While doing all this you might notice a bunch of rather old files with the extension "journal~" in /var/log/journal . It seems that journald doesn't rotate these (they're journal files that were uncleanly closed on shutdown). I manually deleted all the really old ones I had.

Chapter Five

If you have gnome-shell-extension-fedmsg installed and you're not really using it, you might want to consider removing it, because it spams the hell out of the journal: see bug #974429. Just something else I noticed on my log sanitization quest.

I am now running a sweepstakes on the first slashdot "systemd SUCKS!" post to cite this little mess as justification for the 'binary logs are awful!' meme...


Christopher Meng wrote on 2013-06-14 08:41:
My 60GB log seems the biggest XD
Chris Seymour wrote on 2013-06-14 13:48:
Mine grew until my partition was full :\
Troy Large wrote on 2013-06-14 14:46:
I tried to download the SELinux update, but it said no such update available - via yum as follows: $ sudo yum install selinux-policy-3.12.1-52.fc19 [sudo] password for troy: Loaded plugins: langpacks, refresh-packagekit No package selinux-policy-3.12.1-52.fc19 available. Error: Nothing to do
Jiri Eischmann wrote on 2013-06-14 15:13:
F19 Beta looked so solid and since then there have been so many regressions...
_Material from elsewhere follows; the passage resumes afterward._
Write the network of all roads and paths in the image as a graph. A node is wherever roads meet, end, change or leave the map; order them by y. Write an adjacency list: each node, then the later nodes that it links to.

adamw wrote on 2013-06-14 16:48:
Troy: it's a very new update, you can grab it directly from Koji or run 'bodhi -D selinux-policy-3.12.1-52.fc19'. Jiri: this is one of those 'slow burn' bugs which isn't particularly obvious and then explodes in your face a few weeks later. It's been happening in the background the whole time you've been running F19; the rsyslog update really just exposed it. I had noticed the issue with journalctl a few weeks back and really ought to have looked into it, but it kept slipping down my priority list :(
David Lang wrote on 2013-06-14 20:07:
So if I am reading the bugzilla correctly, the problem is that systemd would write a corrupted journal, and then anything that tried to read from it (either the journalctl tool or rsyslog) would find an endless loop of messages. Is this correct?
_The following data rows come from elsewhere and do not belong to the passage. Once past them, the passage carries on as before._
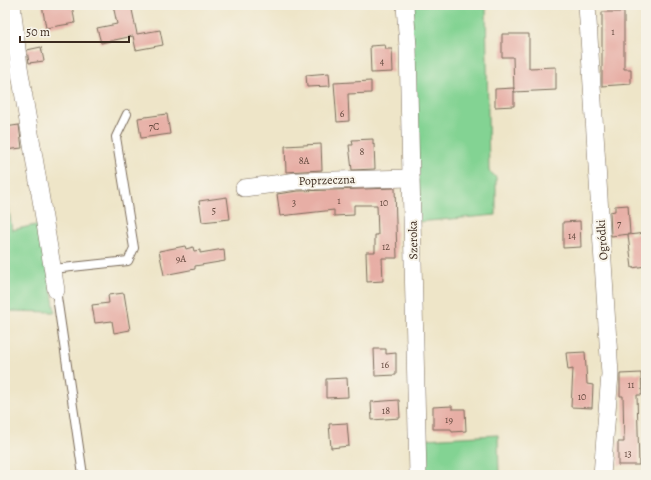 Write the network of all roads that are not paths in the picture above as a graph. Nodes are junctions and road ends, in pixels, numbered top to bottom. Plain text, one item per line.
1 (12, 5) edge
2 (405, 5) edge
3 (587, 5) edge
4 (126, 114) dead end
5 (411, 178) junction
6 (244, 188) dead end
7 (52, 269) junction
8 (56, 290) joint
9 (83, 475) edge
10 (418, 475) edge
11 (602, 475) edge

1 - 7 street
2 - 5 street, Szeroka
3 - 11 street, Ogródki
4 - 7 lane
5 - 6 street, Poprzeczna
5 - 10 street, Szeroka
7 - 8 street
8 - 9 lane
adamw wrote on 2013-06-14 20:18:
David Lang: s/systemd/journald (systemd-journald), but basically yes. Well, it wasn't exactly 'corrupted', but it assigned the same IDs to different log messages, and was not able to cope with reading those in some kind of sane way; anything which basically asked journald 'read out all your logs' (which is what journalctl does in most invocations, and what rsyslog 7.4.0 is trying to do) would get stuck in the loop. systemd 204-7 should prevent the writing of any *further* journal entries with duplicate IDs. systemd 204-8 should also make journald's behaviour when reading back a journal that *already contains* duplicate IDs better, though so far we don't have enough data to be confident that it successfully resolves all cases (further testing of this from people who still have, or can recreate, the buggy journals would be exceedingly welcome).
bobby wrote on 2013-06-14 21:57:
thanks for the help nice sizes, but don't forget to mention the CPU temperature... mine was at 95°C when I noticed something was wrong. Strong smell of burned dirt warned me ^^
Paul W. Frields wrote on 2013-06-15 14:35:
As always, Adam, thanks for chasing down this scurrilous behavior and posting an informative solution! I'll pass this URL on elsewhere too.
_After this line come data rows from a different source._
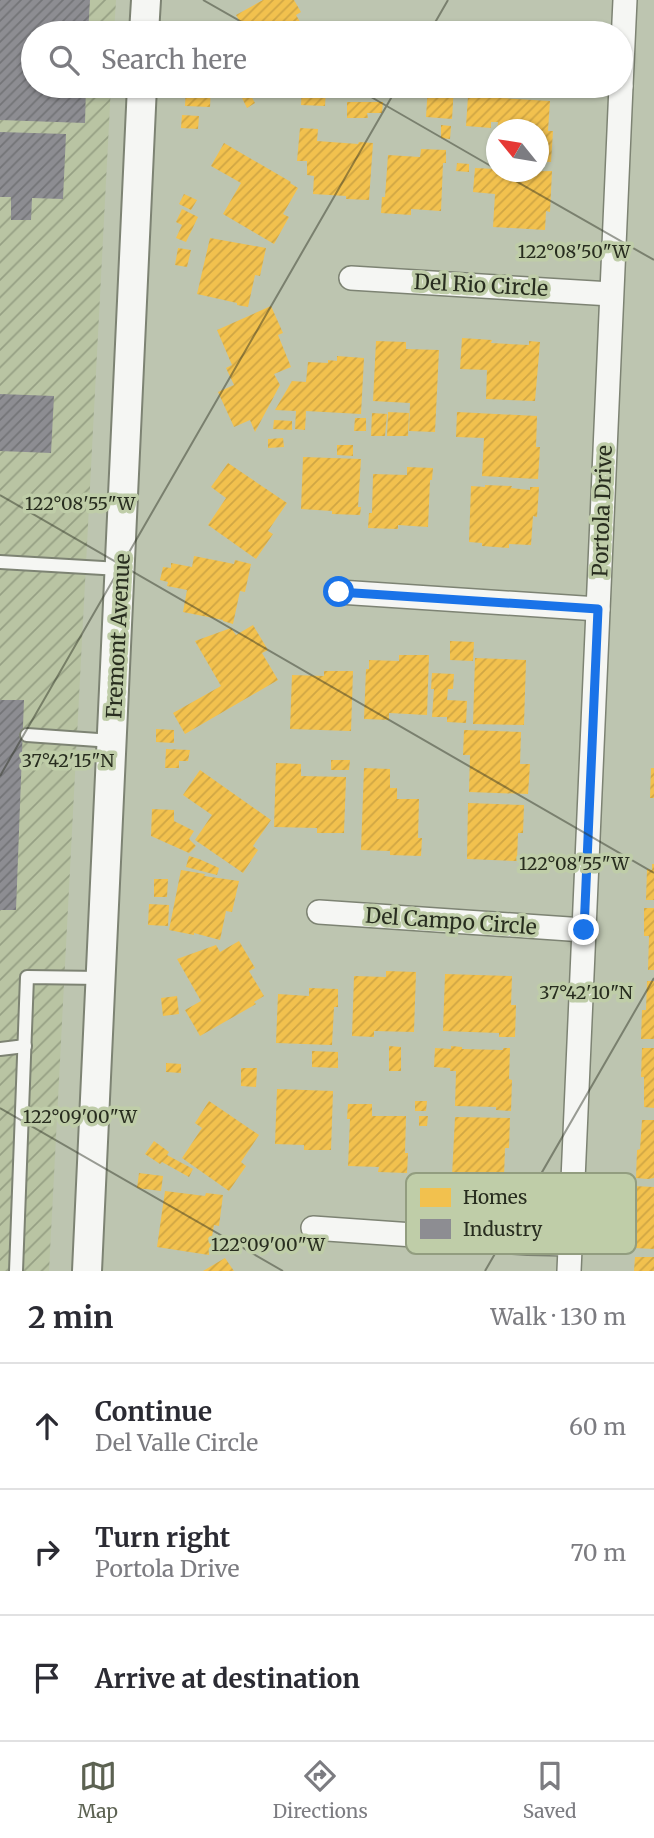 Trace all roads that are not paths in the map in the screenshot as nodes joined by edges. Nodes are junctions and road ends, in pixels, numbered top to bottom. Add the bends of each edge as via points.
1 (146, 0) edge
2 (625, 0) edge
3 (145, 21) edge
4 (624, 21) edge
5 (141, 98) edge
6 (620, 98) edge
7 (351, 278) dead end
8 (611, 294) junction
9 (0, 562) edge
10 (121, 569) junction
11 (339, 592) dead end
12 (598, 609) junction
13 (27, 735) dead end
14 (113, 741) junction
15 (319, 912) dead end
16 (584, 930) junction
17 (102, 978) junction
18 (25, 1046) junction
19 (0, 1049) edge
20 (573, 1173) edge
21 (313, 1228) dead end
22 (406, 1234) edge
23 (16, 1271) edge
24 (87, 1271) edge

1 - 3 street
2 - 4 street, Portola Drive
5 - 10 street, Fremont Avenue
6 - 8 street, Portola Drive
7 - 8 street, Del Rio Circle
8 - 12 street, Portola Drive
9 - 10 lane
10 - 14 street, Fremont Avenue
11 - 12 street
12 - 16 street, Portola Drive
13 - 14 lane
14 - 17 street, Fremont Avenue
15 - 16 street, Del Campo Circle
16 - 20 street, Portola Drive
17 - 18 lane via 27,977
17 - 24 street, Fremont Avenue
18 - 19 lane
18 - 23 lane
21 - 22 street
Rainer Gerhards wrote on 2013-06-16 11:10:
Thanks for the well-researched article. The rsyslog team has also been a bit busy and here is our position on the problem and how we intend to mitigate further issues: http://blog.gerhards.net/2013/06/systemd-journal-causes-loop-in-imjournal.html
Magnum wrote on 2013-06-17 04:08:
Tks man, updating systemd make everything normal again :) Fedora 19 beta.